What impressed me most about Naoshima was how the introduction of the art galleries and the ‘Art House’ project had brought tourism to the island leading to cafes, restaurants and guest houses appearing.  We stayed in a lovely guest house with a Japanese/Italian restaurant next door – a strange but wonderful combination.  My favourite place though was a cafe we tracked down tucked up on the side of a hill, the Cafe Salon Naka-Oku which had a wonderful up-cycled retro feel about it – if you ever find yourself on Naoshima I would recommend it.


The Temple of the Golden Pavilion


Kinkaku-ji, or the Temple of the Golden Pavilion, is the iconic temple of Kyoto. Dating from the late 14th century, the temple was originally the retirement villa of the shogun, Ashikaga Yoshimitsu.  After his death in 1408, in accordance with his wishes, it become a Zen temple of the Rinzai sect.


The temple is built over 3 floors with each floor representing a different style of architecture. The first floor, housing statues of Yoshimitsu and Shaka Buddha, is built in the Shinden style which was used for palace buildings during the Heian Period, which predated the Muromachi era (1336-1573).   The second floor is built in the Bukke style used in samurai residences.  The samurai, whilst originally warriors, increasingly  became more and more powerful setting up a military government in 1192 and ruling over the country for the next 700 years. The second and third floors are covered in gold leaf – hence the name The Temple of the Golden Pavilion. The third floor is built in the style of the Chinese Zen Hall, and is also gilded inside and capped with a golden phoenix.


The Golden Pavilion, built in the early years of the Muromachi era, continues the Heian garden prototype with ponds and islands.  During the Heian period the intention was that the temples and gardens were viewed from boats; and there are contemporary records recording boating parties and festivities.  In the Muromachi era the intention was that the garden was viewed from specific points from within the temple;  at this time the chisen kaiyu teien ‘pond-spring-strolling-garden’ was developed.
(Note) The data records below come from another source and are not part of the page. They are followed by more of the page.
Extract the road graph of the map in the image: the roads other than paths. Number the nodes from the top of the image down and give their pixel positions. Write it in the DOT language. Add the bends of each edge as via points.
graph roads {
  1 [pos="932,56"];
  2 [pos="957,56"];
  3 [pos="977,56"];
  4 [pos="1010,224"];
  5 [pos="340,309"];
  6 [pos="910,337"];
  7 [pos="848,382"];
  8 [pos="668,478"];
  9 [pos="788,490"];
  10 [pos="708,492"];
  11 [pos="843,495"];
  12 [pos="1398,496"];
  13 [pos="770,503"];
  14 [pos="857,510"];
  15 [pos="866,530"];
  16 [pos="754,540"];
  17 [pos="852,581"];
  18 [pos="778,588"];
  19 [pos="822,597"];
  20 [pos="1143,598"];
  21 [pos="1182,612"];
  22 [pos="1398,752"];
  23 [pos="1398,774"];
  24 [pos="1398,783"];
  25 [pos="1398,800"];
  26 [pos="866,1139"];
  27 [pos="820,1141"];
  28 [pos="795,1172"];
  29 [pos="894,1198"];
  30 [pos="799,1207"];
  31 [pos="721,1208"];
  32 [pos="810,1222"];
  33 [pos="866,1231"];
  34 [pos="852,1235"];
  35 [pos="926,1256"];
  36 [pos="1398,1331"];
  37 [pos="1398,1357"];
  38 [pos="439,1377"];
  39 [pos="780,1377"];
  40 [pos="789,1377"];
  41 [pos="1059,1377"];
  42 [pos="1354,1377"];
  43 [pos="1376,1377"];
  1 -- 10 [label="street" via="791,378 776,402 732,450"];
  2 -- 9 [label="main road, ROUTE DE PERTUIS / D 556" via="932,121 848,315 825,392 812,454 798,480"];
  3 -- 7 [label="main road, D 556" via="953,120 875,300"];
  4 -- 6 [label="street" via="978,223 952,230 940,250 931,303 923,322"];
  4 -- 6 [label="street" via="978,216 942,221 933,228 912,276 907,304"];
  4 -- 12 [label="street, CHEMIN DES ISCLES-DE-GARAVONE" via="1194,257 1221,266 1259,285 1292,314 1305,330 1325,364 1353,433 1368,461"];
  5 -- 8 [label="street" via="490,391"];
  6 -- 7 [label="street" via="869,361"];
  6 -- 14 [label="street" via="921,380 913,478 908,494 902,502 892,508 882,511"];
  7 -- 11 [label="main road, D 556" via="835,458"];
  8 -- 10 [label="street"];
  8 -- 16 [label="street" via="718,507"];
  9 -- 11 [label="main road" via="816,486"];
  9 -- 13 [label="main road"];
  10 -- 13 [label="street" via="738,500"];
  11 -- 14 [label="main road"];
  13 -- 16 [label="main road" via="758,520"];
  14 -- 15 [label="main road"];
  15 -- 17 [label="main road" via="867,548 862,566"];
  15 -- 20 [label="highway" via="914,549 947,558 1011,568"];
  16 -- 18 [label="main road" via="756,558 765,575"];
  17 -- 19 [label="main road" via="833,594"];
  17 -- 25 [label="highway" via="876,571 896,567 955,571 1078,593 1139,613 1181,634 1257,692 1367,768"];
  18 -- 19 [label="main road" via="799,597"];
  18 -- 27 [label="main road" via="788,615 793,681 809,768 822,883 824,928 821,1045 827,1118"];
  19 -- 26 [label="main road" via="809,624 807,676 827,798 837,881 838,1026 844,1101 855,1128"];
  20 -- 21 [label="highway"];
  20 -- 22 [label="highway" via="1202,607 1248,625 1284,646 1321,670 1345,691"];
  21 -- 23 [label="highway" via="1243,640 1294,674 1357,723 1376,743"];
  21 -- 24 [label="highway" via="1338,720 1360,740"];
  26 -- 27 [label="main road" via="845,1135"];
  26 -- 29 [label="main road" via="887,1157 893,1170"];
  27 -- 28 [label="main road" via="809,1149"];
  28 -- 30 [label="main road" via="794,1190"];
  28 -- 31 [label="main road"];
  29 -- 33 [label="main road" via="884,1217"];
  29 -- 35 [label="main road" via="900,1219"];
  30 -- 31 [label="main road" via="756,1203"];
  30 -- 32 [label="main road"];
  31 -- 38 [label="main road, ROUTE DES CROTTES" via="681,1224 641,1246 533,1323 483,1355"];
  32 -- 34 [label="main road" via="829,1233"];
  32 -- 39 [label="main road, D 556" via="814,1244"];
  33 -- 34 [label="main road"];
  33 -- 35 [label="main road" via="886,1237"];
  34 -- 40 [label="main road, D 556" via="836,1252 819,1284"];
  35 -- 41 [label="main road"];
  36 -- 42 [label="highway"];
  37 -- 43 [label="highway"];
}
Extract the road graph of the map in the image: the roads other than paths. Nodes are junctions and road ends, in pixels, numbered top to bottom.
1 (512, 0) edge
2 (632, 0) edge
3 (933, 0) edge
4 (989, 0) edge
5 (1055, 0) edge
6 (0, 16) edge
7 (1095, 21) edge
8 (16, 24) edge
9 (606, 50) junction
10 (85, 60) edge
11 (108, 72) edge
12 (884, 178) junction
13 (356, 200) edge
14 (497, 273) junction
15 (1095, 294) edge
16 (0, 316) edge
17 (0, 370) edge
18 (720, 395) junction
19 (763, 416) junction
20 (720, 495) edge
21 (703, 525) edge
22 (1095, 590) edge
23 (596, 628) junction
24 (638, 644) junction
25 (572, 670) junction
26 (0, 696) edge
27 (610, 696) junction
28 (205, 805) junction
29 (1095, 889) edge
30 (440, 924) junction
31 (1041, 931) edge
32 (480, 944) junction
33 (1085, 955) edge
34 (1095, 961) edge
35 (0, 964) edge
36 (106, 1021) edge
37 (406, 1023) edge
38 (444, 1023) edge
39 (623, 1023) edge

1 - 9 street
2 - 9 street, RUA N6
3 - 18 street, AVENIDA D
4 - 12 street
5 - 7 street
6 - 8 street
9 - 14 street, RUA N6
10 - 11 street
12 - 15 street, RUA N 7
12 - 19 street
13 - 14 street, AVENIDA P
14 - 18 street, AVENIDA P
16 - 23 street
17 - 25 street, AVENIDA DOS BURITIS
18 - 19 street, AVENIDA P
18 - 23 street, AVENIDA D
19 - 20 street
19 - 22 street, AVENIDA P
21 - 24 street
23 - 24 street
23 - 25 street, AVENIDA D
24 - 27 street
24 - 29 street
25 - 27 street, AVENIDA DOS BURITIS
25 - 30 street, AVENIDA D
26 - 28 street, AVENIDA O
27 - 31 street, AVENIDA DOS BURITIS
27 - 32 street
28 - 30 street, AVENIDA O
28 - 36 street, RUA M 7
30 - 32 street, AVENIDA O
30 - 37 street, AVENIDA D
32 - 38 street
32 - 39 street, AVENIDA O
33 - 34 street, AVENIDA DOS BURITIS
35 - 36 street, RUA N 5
Contemporary records show that the Golden Pavilion was intended to be viewed from boats, as in the Heian era, although the garden could be admired from the three storeys of the Pavilion whose geometric proportions means that any view was harmoniously framed.


The pond on which the Pavilion is sited has an inner and outer pond; the outer pond has a couple of small islands and in addition there are two larger turtle islands facing in opposite directions.


Having passed the Golden Pavilion the visitor is taken up a windy path past the Anmintaku Pond, which it is claimed never dries up.



The light on the day we visited was extraordinary causing the most wonderful reflections in the pond and the sun really made the pavilion sparkle.  We were grateful that we hadn’t visited two days before when we spent the day under heavy skies and dodging the rain.


A striking feature of the majority of the Japanese gardens we saw was their tidiness.  There was rarely a leaf out of place and as you can see from this photo the moss is being raked for some unknown purpose. We also saw moss and lichen being trimmed and other very labour intensive approaches to horticulture which made our issues with lawn edging seem quite pedestrian.


Being Kyoto we couldn’t avoid encountering a group of young ladies all dressed up in traditional dress who were only too happy to pose for us, subject to a high level of bowing and smiling.


This is the key photo opportunity area and as you can see it is incredibly busy.  However, with their usual efficiency, the Japanese manage the visitors in such a way that you don’t really feel that you have been managed, everyone gets their chance to take any photos they want, and there is no pushing or frayed tempers.

The Golden Pavilion is, in many people’s view, the Taj Mahal of Japan and you can see why this might be so given its opulence and stunning setting. I too thought it was stunning, however, I don’t think I would go as far as saying it was my highlight of the trip – I much preferred the quieter more modern gardens which weren’t so obsessively managed.